Con oltre 764 milioni di dollari di fatturato negli ultimi due anni e mezzo, Gerhard Richter è stato appena catapultato da Artnet in vetta alla classifica degli artisti viventi più quotati. Non passa asta in cui l'artista tedesco non desti l'attenzione (lo scorso anno, un esempio su tutti, il musicista Eric Clapton vendette una sua opera astratta a 38 milioni di dollari, per la gioia di Sotheby's). Questi numeri sono dovere di cronaca, dopo la vorticosa kermesse di «Art Basel», evento per antonomasia del mercato dell'arte contemporanea. Tuttavia, di Richter bisogna parlare perché, proprio a Basilea e proprio in questi giorni, gli è stata dedicata una monografica di grande fascino: è alla Fondation Beyeler - uno dei 32 musei della città elvetica, un'ariosa costruzione di vetro e pietra ideata da Renzo Piano, immersa nel verde della campagna - e con la curatela del raffinato Hans Ulrich Obrist (fino al 7 settembre, catalogo edito da Hatje Cantzin in inglese e tedesco). Il cerchio si chiude: il riconosciuto maestro di Dresda, classe 1932, collabora con l'affermato critico il quale, rampollo di una famiglia dei suoi primi collezionisti, già da ragazzino bazzicava nel suo atelier.
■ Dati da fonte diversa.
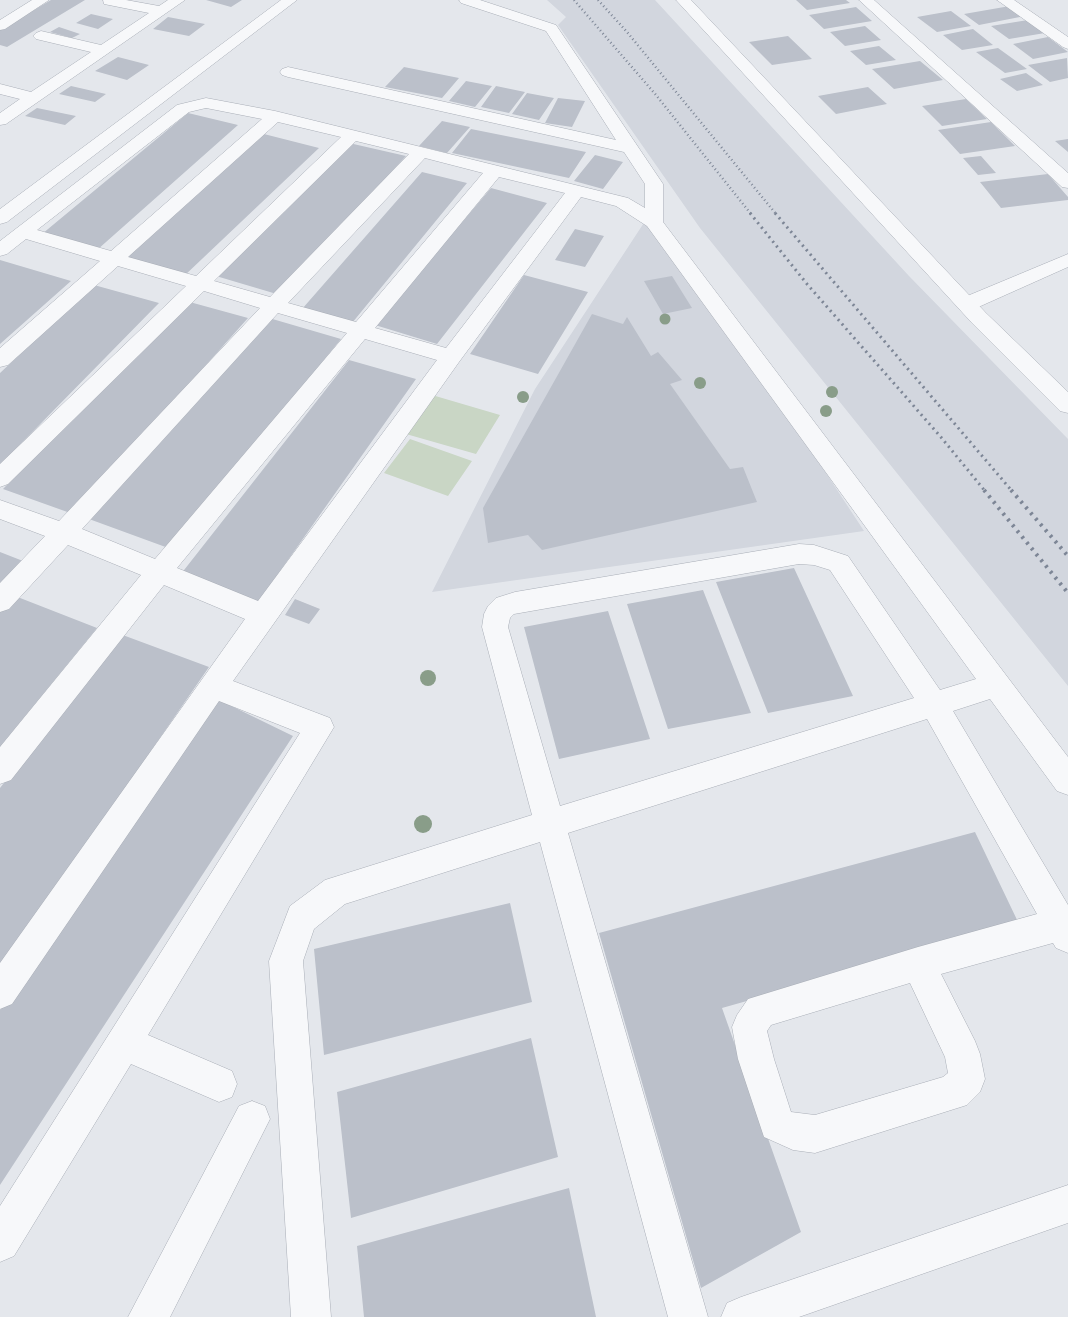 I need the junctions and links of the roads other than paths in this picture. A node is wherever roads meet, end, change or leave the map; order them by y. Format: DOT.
graph roads {
  1 [pos="42,0"];
  2 [pos="178,0"];
  3 [pos="290,0"];
  4 [pos="466,0"];
  5 [pos="683,0"];
  6 [pos="866,0"];
  7 [pos="1004,0"];
  8 [pos="109,1"];
  9 [pos="160,11"];
  10 [pos="0,26"];
  11 [pos="40,36"];
  12 [pos="1068,44"];
  13 [pos="102,50"];
  14 [pos="288,72"];
  15 [pos="0,89"];
  16 [pos="33,97"];
  17 [pos="275,116"];
  18 [pos="0,120"];
  19 [pos="353,135"];
  20 [pos="630,148"];
  21 [pos="421,152"];
  22 [pos="494,170"];
  23 [pos="1068,183"];
  24 [pos="576,191"];
  25 [pos="0,218"];
  26 [pos="654,222"];
  27 [pos="23,232"];
  28 [pos="0,250"];
  29 [pos="114,260"];
  30 [pos="1068,260"];
  31 [pos="198,284"];
  32 [pos="967,304"];
  33 [pos="274,305"];
  34 [pos="362,331"];
  35 [pos="451,357"];
  36 [pos="0,360"];
  37 [pos="1063,397"];
  38 [pos="0,478"];
  39 [pos="0,509"];
  40 [pos="63,532"];
  41 [pos="159,572"];
  42 [pos="0,601"];
  43 [pos="263,616"];
  44 [pos="998,684"];
  45 [pos="214,686"];
  46 [pos="934,704"];
  47 [pos="0,770"];
  48 [pos="1068,781"];
  49 [pos="550,824"];
  50 [pos="1065,930"];
  51 [pos="918,964"];
  52 [pos="0,992"];
  53 [pos="124,1043"];
  54 [pos="219,1084"];
  55 [pos="252,1119"];
  56 [pos="1068,1204"];
  57 [pos="0,1242"];
  58 [pos="148,1317"];
  59 [pos="311,1317"];
  60 [pos="688,1317"];
  61 [pos="741,1317"];
  1 -- 10 [label="street"];
  2 -- 9 [label="street"];
  3 -- 25 [label="street"];
  4 -- 20 [label="street"];
  5 -- 32 [label="street"];
  6 -- 23 [label="street"];
  7 -- 12 [label="street"];
  8 -- 9 [label="street"];
  9 -- 13 [label="street"];
  11 -- 13 [label="street"];
  13 -- 16 [label="street"];
  14 -- 20 [label="street"];
  15 -- 16 [label="street"];
  16 -- 18 [label="street"];
  17 -- 19 [label="street"];
  17 -- 27 [label="street"];
  17 -- 29 [label="street"];
  19 -- 21 [label="street"];
  19 -- 31 [label="street"];
  20 -- 26 [label="street"];
  21 -- 22 [label="street"];
  21 -- 33 [label="street"];
  22 -- 24 [label="street"];
  22 -- 34 [label="street"];
  24 -- 26 [label="street"];
  24 -- 35 [label="street"];
  26 -- 44 [label="street"];
  27 -- 28 [label="street"];
  27 -- 29 [label="street"];
  29 -- 31 [label="street"];
  29 -- 36 [label="street"];
  30 -- 32 [label="street"];
  31 -- 33 [label="street"];
  31 -- 38 [label="street"];
  32 -- 37 [label="street"];
  33 -- 34 [label="street"];
  33 -- 40 [label="street"];
  34 -- 35 [label="street"];
  34 -- 41 [label="street"];
  35 -- 43 [label="street"];
  39 -- 40 [label="street"];
  40 -- 41 [label="street"];
  40 -- 42 [label="street"];
  41 -- 43 [label="street"];
  41 -- 47 [label="street"];
  43 -- 45 [label="street"];
  44 -- 46 [label="street"];
  44 -- 48 [label="street"];
  45 -- 52 [label="street"];
  45 -- 53 [label="street"];
  46 -- 49 [label="street"];
  46 -- 49 [label="street"];
  46 -- 50 [label="street"];
  49 -- 59 [label="street"];
  49 -- 60 [label="street"];
  50 -- 51 [label="street"];
  51 -- 51 [label="street"];
  53 -- 54 [label="street"];
  53 -- 57 [label="street"];
  55 -- 58 [label="street"];
  56 -- 61 [label="street"];
} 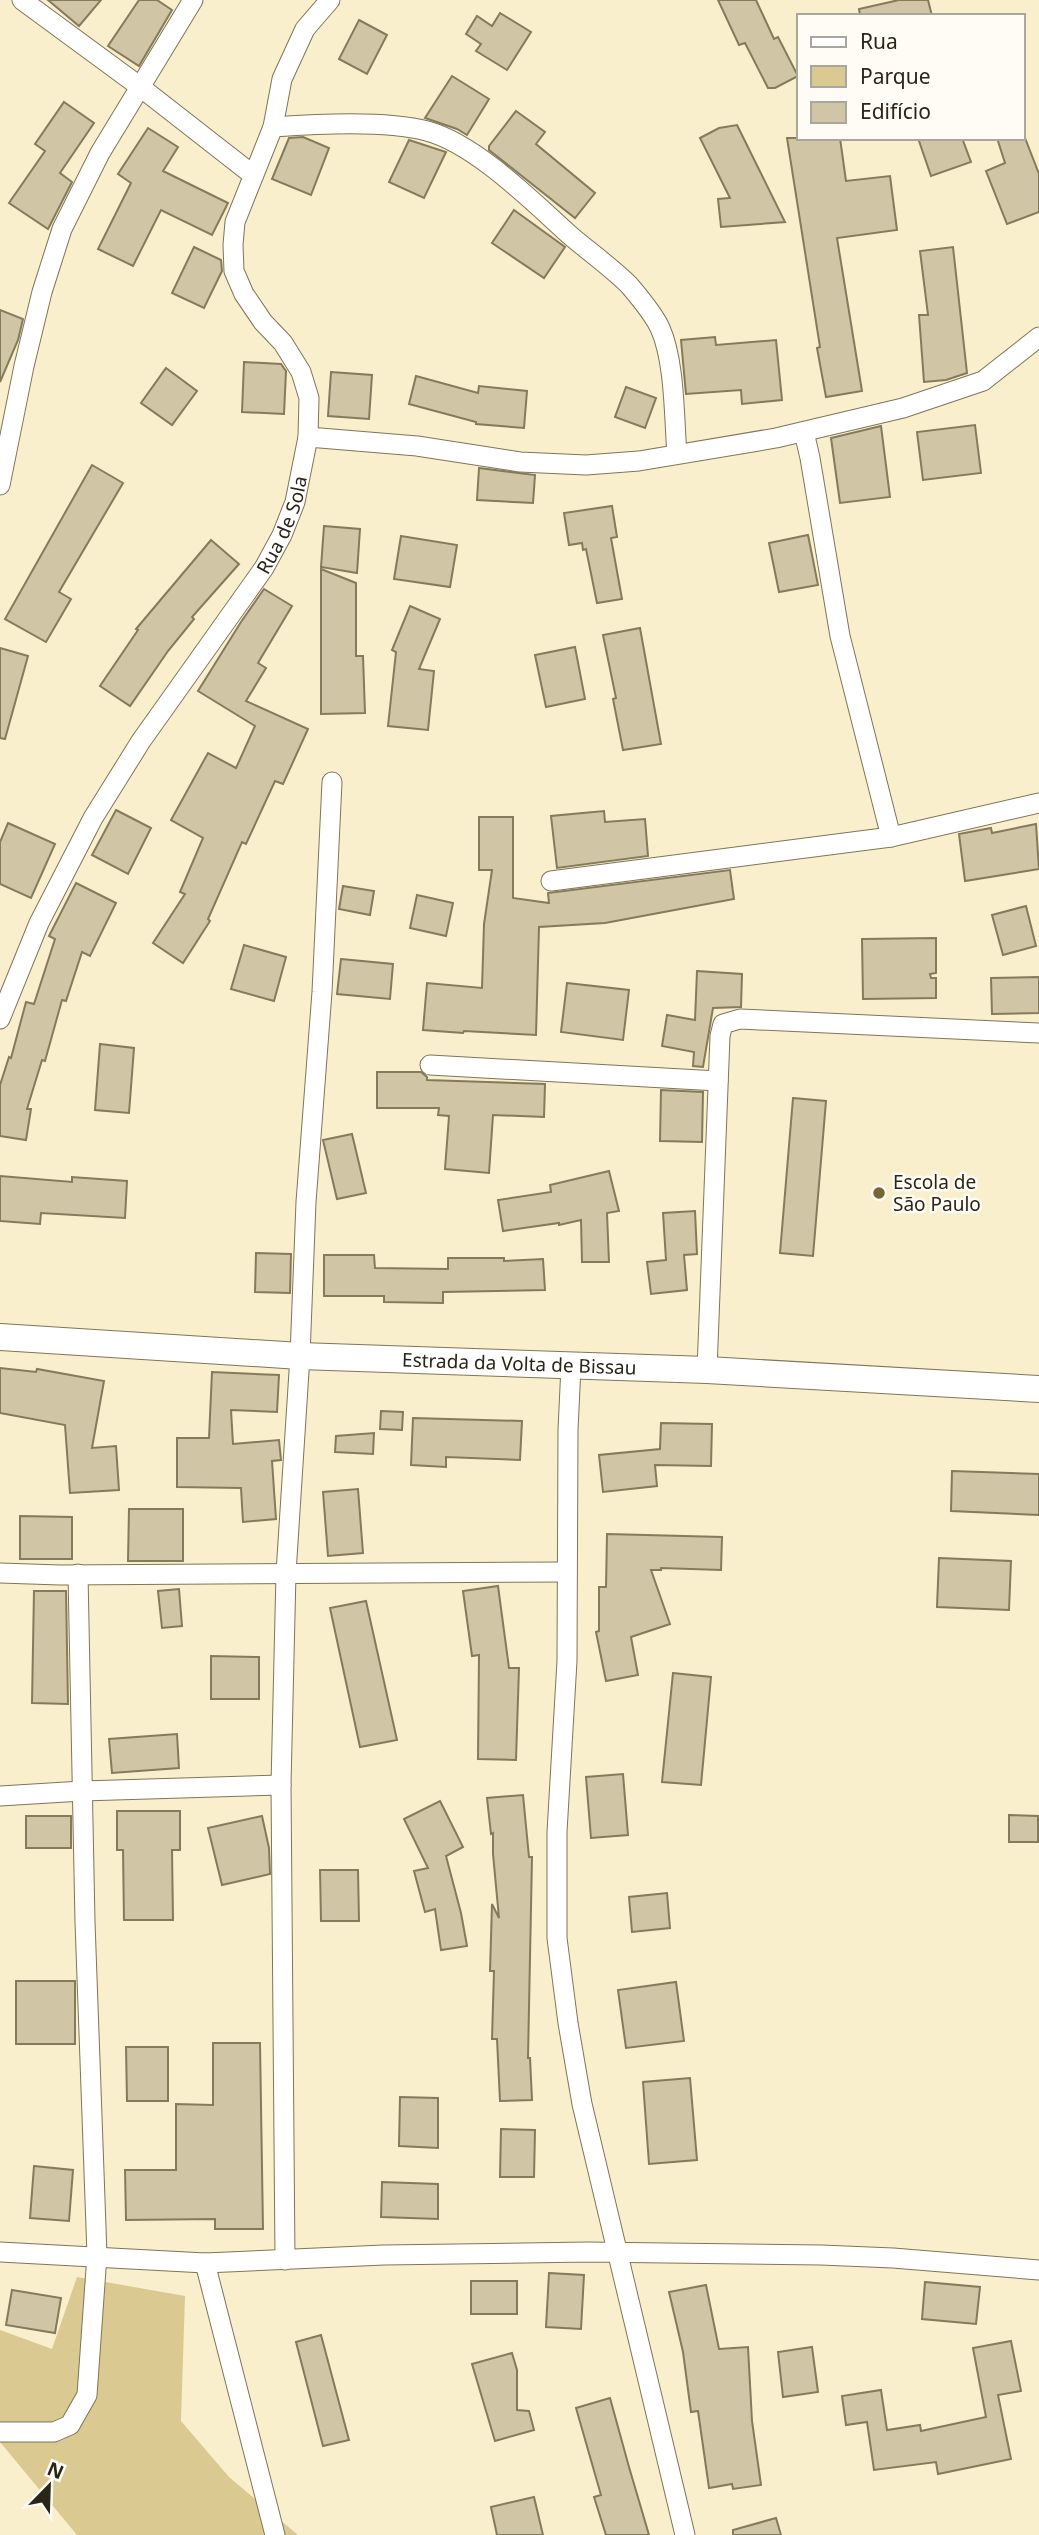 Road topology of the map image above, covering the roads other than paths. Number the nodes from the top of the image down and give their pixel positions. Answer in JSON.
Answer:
{"nodes":[{"id":1,"x":22,"y":0,"type":"edge"},
{"id":2,"x":193,"y":0,"type":"edge"},
{"id":3,"x":330,"y":0,"type":"edge"},
{"id":4,"x":139,"y":86,"type":"junction"},
{"id":5,"x":273,"y":127,"type":"junction"},
{"id":6,"x":253,"y":175,"type":"junction"},
{"id":7,"x":1039,"y":337,"type":"edge"},
{"id":8,"x":804,"y":432,"type":"junction"},
{"id":9,"x":308,"y":437,"type":"junction"},
{"id":10,"x":677,"y":454,"type":"junction"},
{"id":11,"x":0,"y":485,"type":"edge"},
{"id":12,"x":332,"y":782,"type":"dead end"},
{"id":13,"x":1039,"y":803,"type":"edge"},
{"id":14,"x":891,"y":837,"type":"junction"},
{"id":15,"x":551,"y":881,"type":"dead end"},
{"id":16,"x":0,"y":1019,"type":"edge"},
{"id":17,"x":1039,"y":1032,"type":"edge"},
{"id":18,"x":430,"y":1065,"type":"dead end"},
{"id":19,"x":718,"y":1081,"type":"junction"},
{"id":20,"x":0,"y":1337,"type":"edge"},
{"id":21,"x":300,"y":1356,"type":"junction"},
{"id":22,"x":571,"y":1366,"type":"junction"},
{"id":23,"x":707,"y":1370,"type":"junction"},
{"id":24,"x":1039,"y":1389,"type":"edge"},
{"id":25,"x":567,"y":1572,"type":"junction"},
{"id":26,"x":0,"y":1573,"type":"edge"},
{"id":27,"x":286,"y":1573,"type":"junction"},
{"id":28,"x":78,"y":1574,"type":"junction"},
{"id":29,"x":281,"y":1786,"type":"junction"},
{"id":30,"x":82,"y":1791,"type":"junction"},
{"id":31,"x":0,"y":1796,"type":"edge"},
{"id":32,"x":0,"y":2252,"type":"edge"},
{"id":33,"x":618,"y":2253,"type":"junction"},
{"id":34,"x":97,"y":2255,"type":"junction"},
{"id":35,"x":285,"y":2260,"type":"junction"},
{"id":36,"x":205,"y":2263,"type":"junction"},
{"id":37,"x":1039,"y":2270,"type":"edge"},
{"id":38,"x":0,"y":2432,"type":"edge"},
{"id":39,"x":275,"y":2535,"type":"edge"},
{"id":40,"x":685,"y":2535,"type":"edge"}],
"edges":[{"from":1,"to":4,"type":"street"},
{"from":2,"to":4,"type":"street"},
{"from":3,"to":5,"type":"street","name":"Rua de Sola"},
{"from":4,"to":6,"type":"street"},
{"from":4,"to":11,"type":"street"},
{"from":5,"to":6,"type":"street","name":"Rua de Sola"},
{"from":5,"to":10,"type":"street"},
{"from":6,"to":9,"type":"street","name":"Rua de Sola"},
{"from":7,"to":8,"type":"street"},
{"from":8,"to":10,"type":"street"},
{"from":8,"to":14,"type":"street"},
{"from":9,"to":10,"type":"street"},
{"from":9,"to":16,"type":"street","name":"Rua de Sola"},
{"from":12,"to":21,"type":"street"},
{"from":13,"to":14,"type":"street"},
{"from":14,"to":15,"type":"street"},
{"from":17,"to":19,"type":"street"},
{"from":18,"to":19,"type":"street"},
{"from":19,"to":23,"type":"street"},
{"from":20,"to":21,"type":"main road","name":"Estrada da Volta de Bissau"},
{"from":21,"to":22,"type":"main road","name":"Estrada da Volta de Bissau"},
{"from":21,"to":27,"type":"street"},
{"from":22,"to":23,"type":"main road","name":"Estrada da Volta de Bissau"},
{"from":22,"to":25,"type":"street"},
{"from":23,"to":24,"type":"main road","name":"Estrada da Volta de Bissau"},
{"from":25,"to":27,"type":"street"},
{"from":25,"to":33,"type":"street"},
{"from":26,"to":28,"type":"street"},
{"from":27,"to":28,"type":"street"},
{"from":27,"to":29,"type":"street"},
{"from":28,"to":30,"type":"street"},
{"from":29,"to":30,"type":"street"},
{"from":29,"to":35,"type":"street"},
{"from":30,"to":31,"type":"street"},
{"from":30,"to":34,"type":"street"},
{"from":32,"to":34,"type":"street"},
{"from":33,"to":35,"type":"street"},
{"from":33,"to":37,"type":"street"},
{"from":33,"to":40,"type":"street"},
{"from":34,"to":36,"type":"street"},
{"from":34,"to":38,"type":"street"},
{"from":35,"to":36,"type":"street"},
{"from":36,"to":39,"type":"street"}]}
E allora la mostra diventa una sfida: presentare un aspetto inedito o poco indagato dell'opera di Richter. Quel Richter - 82 anni di vita, 60 di carriera - di cui è ancora oggi impossibile catalogare con precisione il corpus delle opere, tale è la vastità e la poliedricità dei lavori (oltre tremila solo i dipinti). Come definire la cifra stilistica di uno che passa dal fotorealismo all'astrazione, dall'arte gestuale a quella analitica, dal dipinto di piccole dimensioni alla scultura? Di un artista che per anni si concentra sul grigio e poi gioca con i colori, che s'innamora della luce di Tiziano ma anche di quella di Monet, che ammira Pollock e si lascia ispirare dal crudo fotogiornalismo di cronaca nera?
Pittore dell'Est, fuggito dal comunismo e approdato con disincanto a Ovest, apprezzato da mercato, critici e pubblico (vedi il successo delle sue esposizioni a Londra e Parigi), Richter è da alcuni ritenuto il più grande artista vivente perché abile sperimentatore, da altri perché nostalgico tradizionalista. Chi ha ragione? Obrist, per farci capire come lavora la mente creativa di Richter, sceglie il «come» più che il «che cosa» e si concentra sui cicli che caratterizzano tutta la sua produzione. Basilea ne mette in mostra i più significativi come quello sull'Annunciazione secondo Tiziano, cinque tele di grande formato di circa cinquant'anni fa, per la prima volta riunite in un percorso che comincia da una copia fedele del capolavoro tizianesco per arrivare all'astrazione pura del colore. Si cambia decennio e il confronto non è più con la storia dell'arte, ma con la cronaca: accade nel duro ciclo 18. Oktober 1977 - eseguito nel 1988 - esito di una riflessione lunga e dolorosa sul terrorismo tedesco. Richter ritrae le gesta estreme e i corpi ammazzati dei terroristi rielaborando le foto riportate dai quotidiani dell'epoca: la sua «storia dei vinti» in pittura, quasi un disperato tentativo di cogliere le infinite sfumature del reale, fu aspramente criticata in patria. Nelle sale a fianco, i contrappunti di dolcezza figurativa delle maternità postmoderne, rivisitazione del tema rinascimentale della Madonna con Bambino, i cicli di astrattismo, come la serie dedicata a Bach e a Cage (la cui musica Richter ascolta mentre dipinge) e poi il ciclo Wald, la foresta, luogo in cui smarrirsi e lasciarsi incantare. Oltre alle sculture di vetri e specchi, i lavori recenti (Strips, strisce che mandano in cortocircuito la vista) testimoniano l'interesse per la fotografia digitale.
Mutano stili, soggetti e tecnica, ma l'obiettivo dei lavori seriali di Richter pare sempre quello di moltiplicare all'infinito l'occhio della pittura sul mondo.